Abstract

Sir,A 36-year-old female from rural central Maharashtra with known case of human immunodeficiency virus infection (CD4 cell count, 249 per cubic millimeter) for six months on regular anti retroviral drugs presented with epigastric pain, nausea, and few episodes of vomiting for 3 days. She was taking a combination of lamivudine and zidovudine (from local civil hospital where anti retroviral drugs are provided free of cost). There were similar episodes of such type of abdominal pain. Abdominal pain was mid epigastric, dull aching in nature, increased after taking meal and some times radiating to back. She was also diagnosed recently as insulin diabetes mellitus and taking regular insulin. She was a nonsmoker and nonalcoholic. We had no reports regarding investigations performed during previous episodes and had not identified other causes of pancreatitis. On examination, vitals were stable and tenderness was present in the epigastric region.

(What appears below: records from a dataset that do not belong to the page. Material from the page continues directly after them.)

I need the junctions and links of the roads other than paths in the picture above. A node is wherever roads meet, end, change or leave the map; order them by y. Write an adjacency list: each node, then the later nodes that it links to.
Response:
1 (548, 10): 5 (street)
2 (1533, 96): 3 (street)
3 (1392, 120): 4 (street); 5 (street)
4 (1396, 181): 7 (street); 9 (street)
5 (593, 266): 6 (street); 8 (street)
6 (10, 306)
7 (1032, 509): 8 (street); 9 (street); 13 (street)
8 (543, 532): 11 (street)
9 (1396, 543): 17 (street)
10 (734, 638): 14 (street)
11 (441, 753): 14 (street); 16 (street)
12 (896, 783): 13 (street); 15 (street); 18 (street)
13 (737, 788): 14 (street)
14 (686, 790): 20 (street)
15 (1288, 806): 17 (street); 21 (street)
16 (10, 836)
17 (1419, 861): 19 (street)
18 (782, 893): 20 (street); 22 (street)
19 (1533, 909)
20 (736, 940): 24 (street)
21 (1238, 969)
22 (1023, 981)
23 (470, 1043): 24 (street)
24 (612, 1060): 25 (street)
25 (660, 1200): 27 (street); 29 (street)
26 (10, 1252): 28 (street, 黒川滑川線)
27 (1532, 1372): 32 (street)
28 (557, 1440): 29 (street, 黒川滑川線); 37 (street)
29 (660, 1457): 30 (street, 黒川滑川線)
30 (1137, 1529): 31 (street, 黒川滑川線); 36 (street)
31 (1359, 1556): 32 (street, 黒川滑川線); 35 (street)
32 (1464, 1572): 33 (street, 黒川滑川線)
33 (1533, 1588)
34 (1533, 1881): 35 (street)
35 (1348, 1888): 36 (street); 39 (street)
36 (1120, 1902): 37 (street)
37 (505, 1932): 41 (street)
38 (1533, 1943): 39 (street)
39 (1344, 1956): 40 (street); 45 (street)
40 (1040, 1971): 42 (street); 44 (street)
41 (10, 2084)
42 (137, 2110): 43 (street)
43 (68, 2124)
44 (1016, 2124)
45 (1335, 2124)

There was no palpable abdominal mass or other specific findings noted on physical appearance. At the time of admission, hemoglobin was 7.9 g/dl, total leukocyte count was 4800 and platelet count was 431,000. Her fasting and post meal blood sugar were 180 and 220 mg per dl on regular insulin. Her serum lipase was 193 U per liter (normal range up to 180 U/litre). Serum amylase and lipase levels are widely used as screening tests for acute pancreatitis in patients with acute abdominal pain or back pain. Values greater than three times the upper limit of normal virtually clinch the diagnosis if gut perforation or infarction is excluded.